You are viewing a plain text version of this content. The canonical link for it is here.
Posted to user@spark.apache.org by Corey Nolet <cj...@gmail.com> on 2014/11/12 23:05:10 UTC

Spark SQL Lazy Schema Evaluation

I'm loading sequence files containing json blobs in the value, transforming
them into RDD[String] and then using hiveContext.jsonRDD(). It looks like
Spark reads the files twice- once when I I define the jsonRDD() and then
again when I actually make my call to hiveContext.sql().

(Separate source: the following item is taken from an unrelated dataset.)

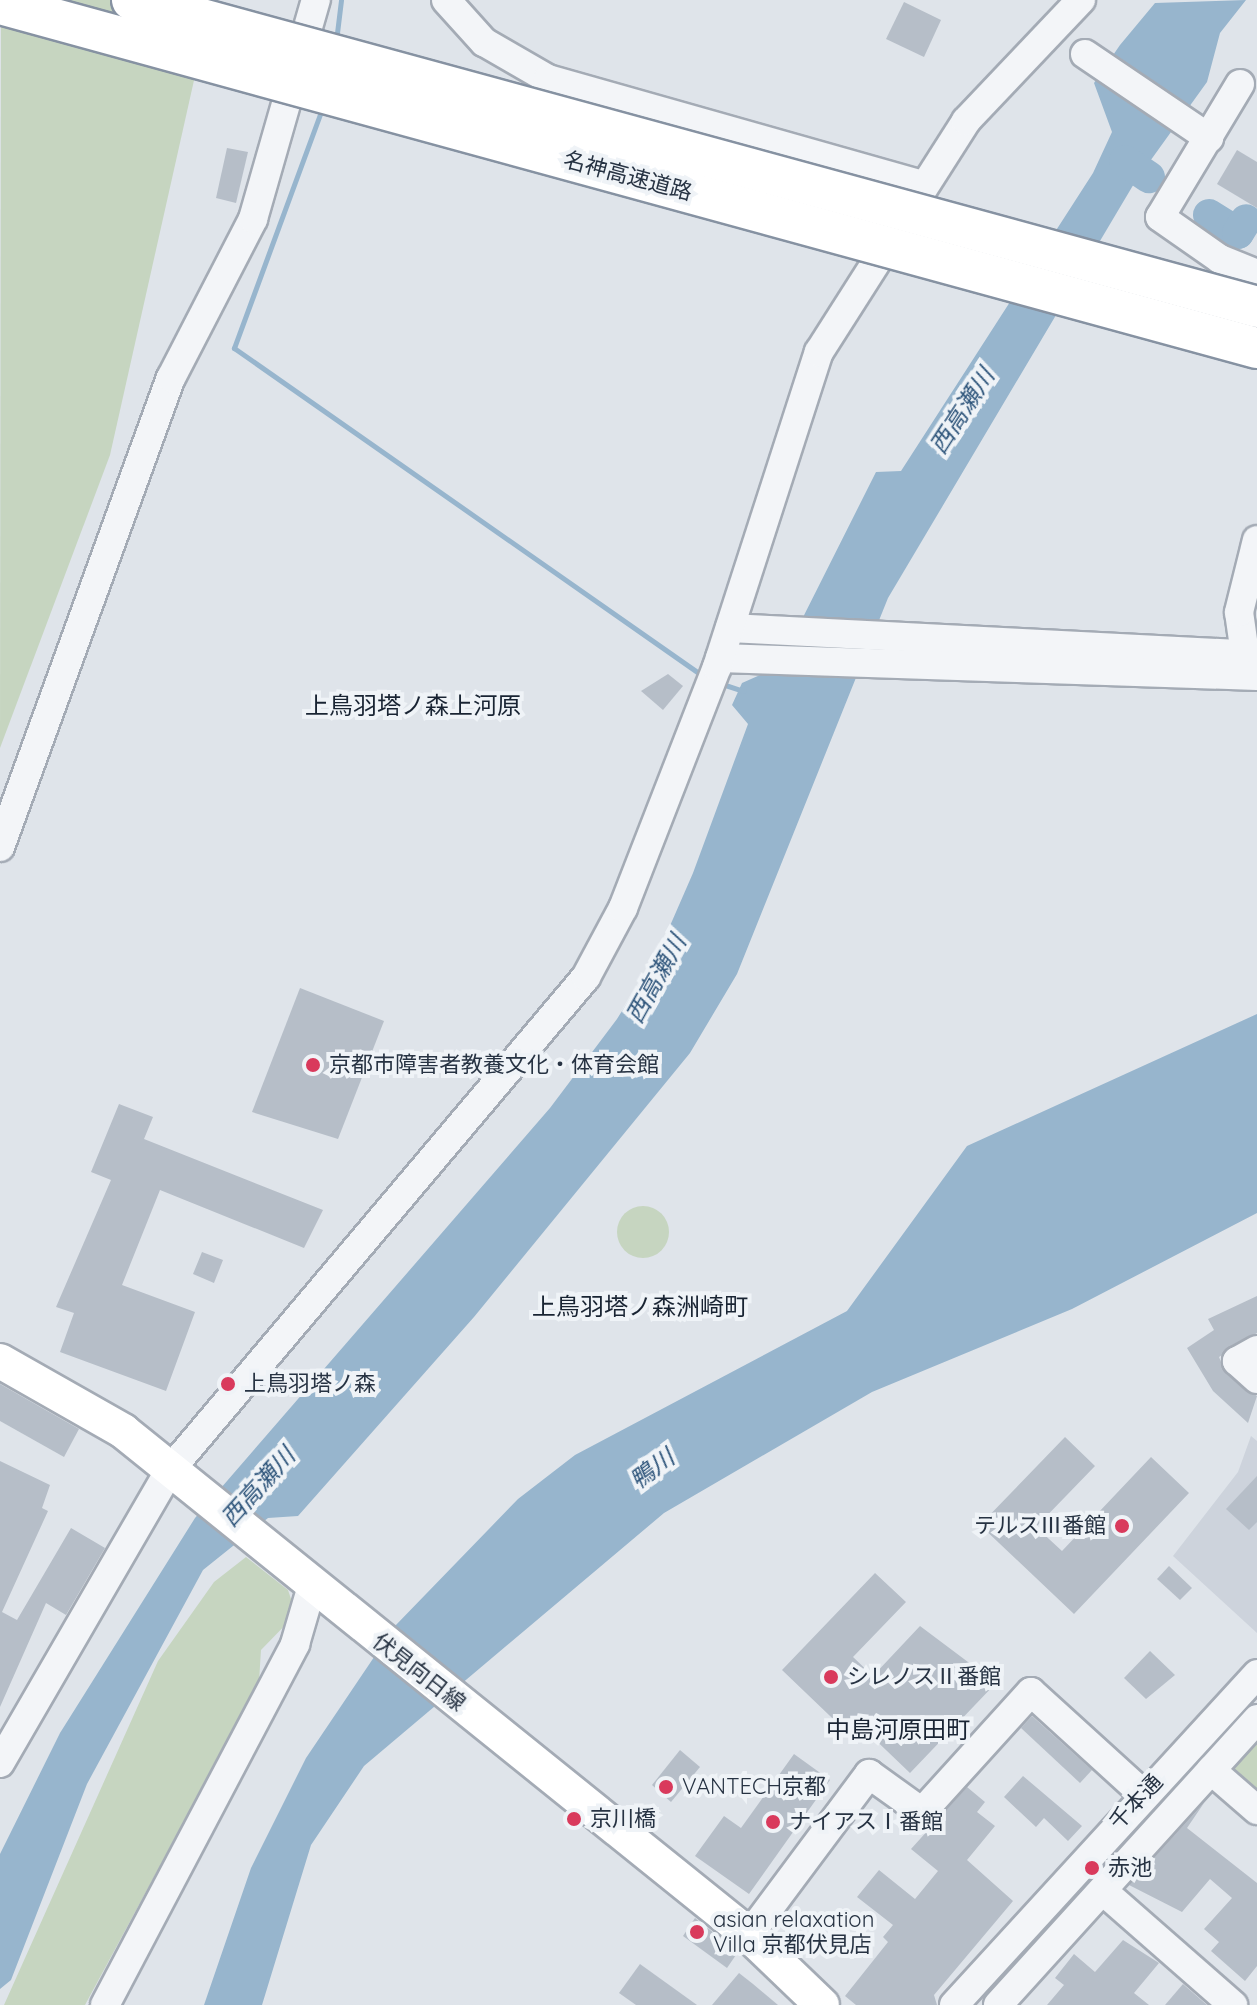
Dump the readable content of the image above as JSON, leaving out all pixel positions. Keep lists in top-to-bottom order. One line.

Looking @ the code- I see an inferSchema() method which gets called under
the hood. I also see an experimental jsonRDD() method which has a
sampleRatio.

My dataset is extremely large and i've got a lot of processing to do on it-
it's really not a luxury to be able to loop through it twice. I also know
that the SQL I am going to be running matches at least "some" of the
records contained in the files. Would it make sense or be possible with the
current execution plan design to be able to bypass inferring the schema for
purposes of speed?

Though I haven't really dug further in the code than the implementations of
the client API methods that I'm calling, I am wondering if there's a way to
theoretically process the data without pre-determining the schema. I also
don't have the luxury of giving the full schema ahead of time because i may
want to do a "select * from table" but I may only know 2 or 3 of the actual
json keys that are available.

Thanks.

Re: Spark SQL Lazy Schema Evaluation

Posted by Michael Armbrust <mi...@databricks.com>.
There are a few things you can do here:

 - Infer the schema on a subset of the data, pass that inferred schema
(schemaRDD.schema) as the second argument of jsonRDD.
 - Hand construct a schema and pass it as the second argument including the
fields you are interested in.
 - Instead load the data as a table with a single string and use Hive UDFs
to extract the fields you want.

Michael

On Wed, Nov 12, 2014 at 2:05 PM, Corey Nolet <cj...@gmail.com> wrote:

> I'm loading sequence files containing json blobs in the value,
> transforming them into RDD[String] and then using hiveContext.jsonRDD(). It
> looks like Spark reads the files twice- once when I I define the jsonRDD()
> and then again when I actually make my call to hiveContext.sql().
>
> Looking @ the code- I see an inferSchema() method which gets called under
> the hood. I also see an experimental jsonRDD() method which has a
> sampleRatio.
>
> My dataset is extremely large and i've got a lot of processing to do on
> it- it's really not a luxury to be able to loop through it twice. I also
> know that the SQL I am going to be running matches at least "some" of the
> records contained in the files. Would it make sense or be possible with the
> current execution plan design to be able to bypass inferring the schema for
> purposes of speed?
>
> Though I haven't really dug further in the code than the implementations
> of the client API methods that I'm calling, I am wondering if there's a way
> to theoretically process the data without pre-determining the schema. I
> also don't have the luxury of giving the full schema ahead of time because
> i may want to do a "select * from table" but I may only know 2 or 3 of the
> actual json keys that are available.
>
> Thanks.
>